The British report’s mild criticism of the US policy of torture outlined by Gonzales is in its own way a bombshell for the Bush administration as the report places what the US military did at Abu Ghraib in the same context as the Darfur genocide, the murder of trade unionists in Colombia, and the Beslan tragedy. Unfortunately, the acknowledgment of US offenses does not seem likely to rupture the close alliance between Blair and Bush. Nor does it seem that this criticism will influence in any way the Bush administration’s views on human rights.

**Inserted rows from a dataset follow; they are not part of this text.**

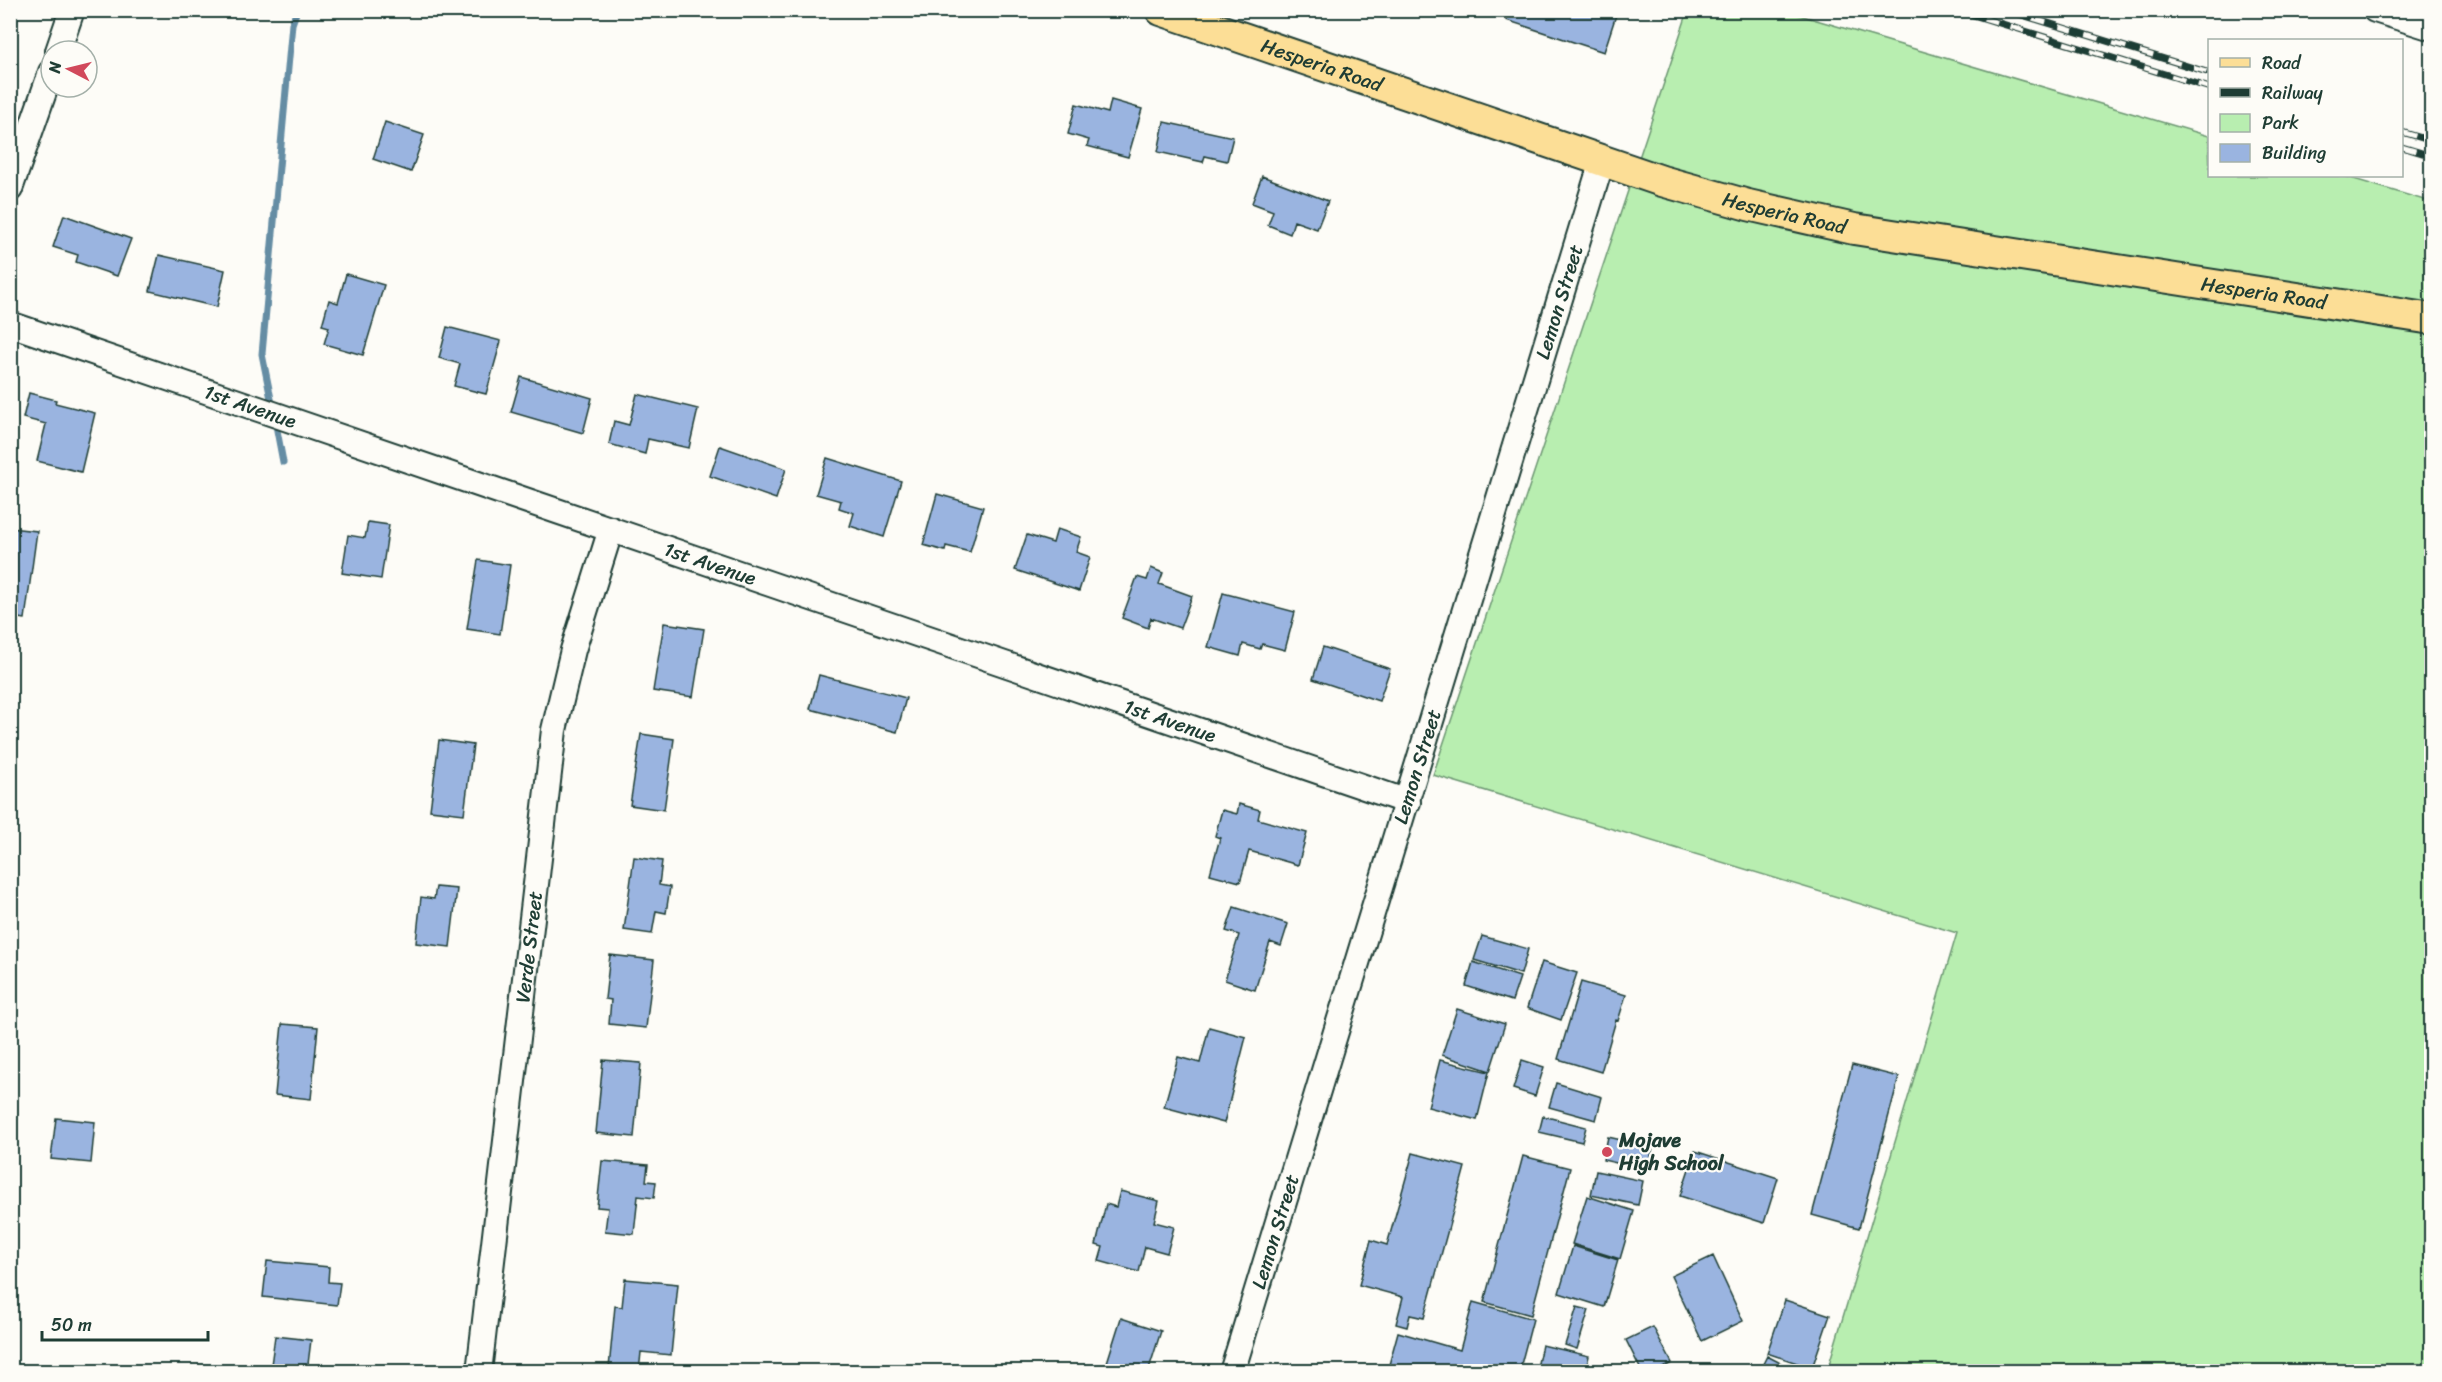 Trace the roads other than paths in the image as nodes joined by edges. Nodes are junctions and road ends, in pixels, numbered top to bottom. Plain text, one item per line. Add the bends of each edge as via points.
1 (72, 10) edge
2 (1161, 10) edge
3 (2375, 10) edge
4 (2432, 28) edge
5 (62, 39) edge
6 (42, 99) edge
7 (1602, 161) junction
8 (10, 189) edge
9 (2432, 319) edge
10 (10, 324) edge
11 (610, 529) junction
12 (1408, 802) junction
13 (479, 1371) edge
14 (1232, 1371) edge

1 - 5 street
2 - 7 main road, Hesperia Road
3 - 4 street
6 - 8 street
7 - 9 main road, Hesperia Road via 1710,195 1854,229
7 - 12 street, Lemon Street
10 - 11 street, 1st Avenue
11 - 12 street, 1st Avenue
11 - 13 street, Verde Street via 573,650 554,730
12 - 14 street, Lemon Street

Bush’s appointment of Gonzales signals that he intends to sideline, silence or replace those whom some outside the administration consider to be more reasonable voices such as Colin Powell. According to the Center for Constitutional Rights (CCR), Secretary of State Colin Powell opposed the conclusions in Gonzales’ memo saying it would 'reverse over a century of U.S. policy and practice in supporting the Geneva Conventions and undermine the protections of the law of war for our troops.' Powell also said that adoption of Gonzales’ position would have a 'high cost in terms of negative international reaction.' Other countries, Powell pointed out, would refuse to cooperate with the U.S. in the war on terror.

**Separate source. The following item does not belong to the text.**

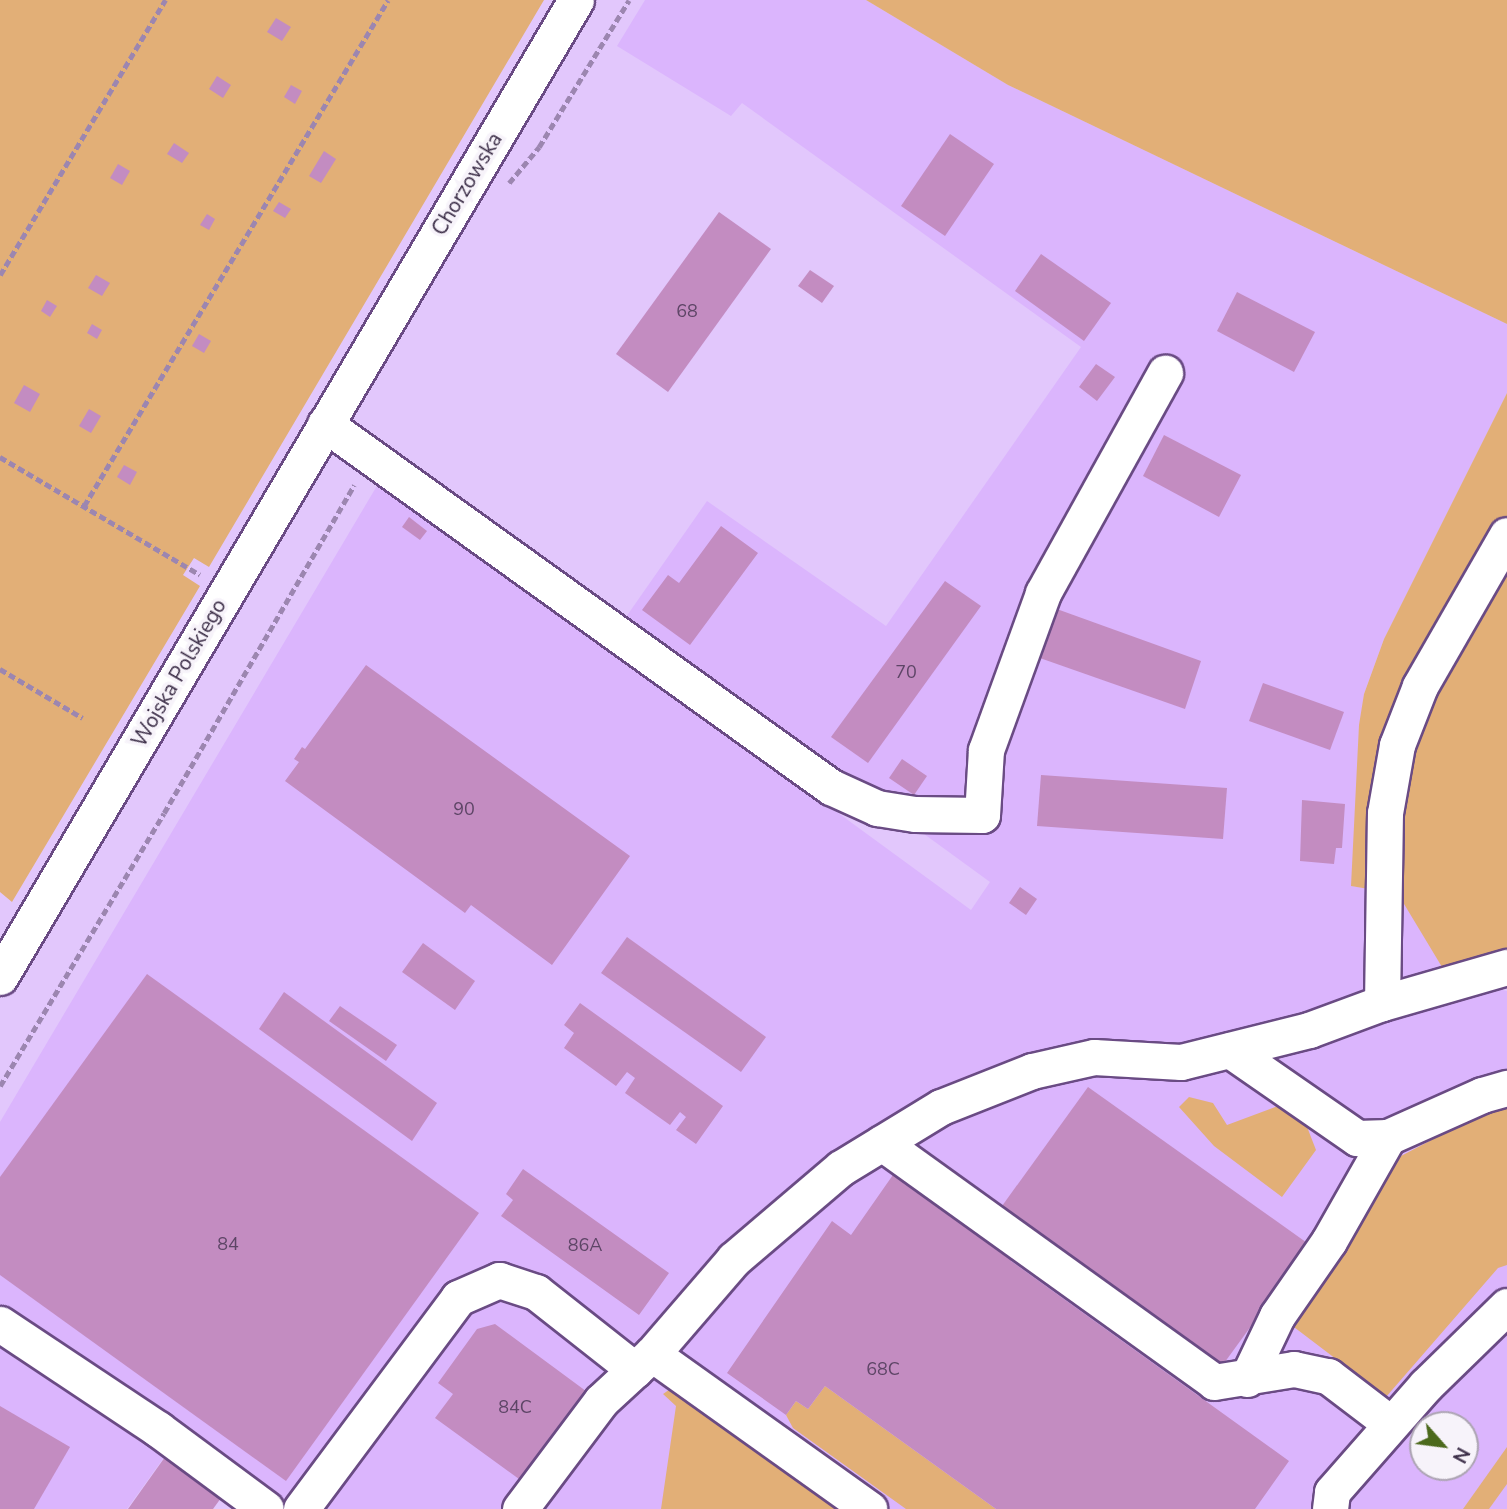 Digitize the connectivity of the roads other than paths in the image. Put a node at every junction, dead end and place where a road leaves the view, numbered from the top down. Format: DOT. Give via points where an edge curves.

In CCR’s view, 'the Secretary of State’s dire predictions have been borne out, and the disregard for law has made the U.S. less safe.' Bush appointment of Gonzales is an indication that he isn’t concerned with the extent to which other countries cooperate with his agenda.

Gonzales’ nomination should be opposed on human rights grounds. It should also be placed in the context of the danger that torture, unilateralism and blatant imperialism have put the people of the U.S. It is an affirmation of the administration’s rejection of human rights and scrapping of the international conventions that also serve to protect US military personnel from abuse.

The Attorney General is often referred to as the highest ranking law enforcement official in the country. If Gonzales holds this position with his apparent disregard for human rights and accepted legal standards, what can we expect under his watch?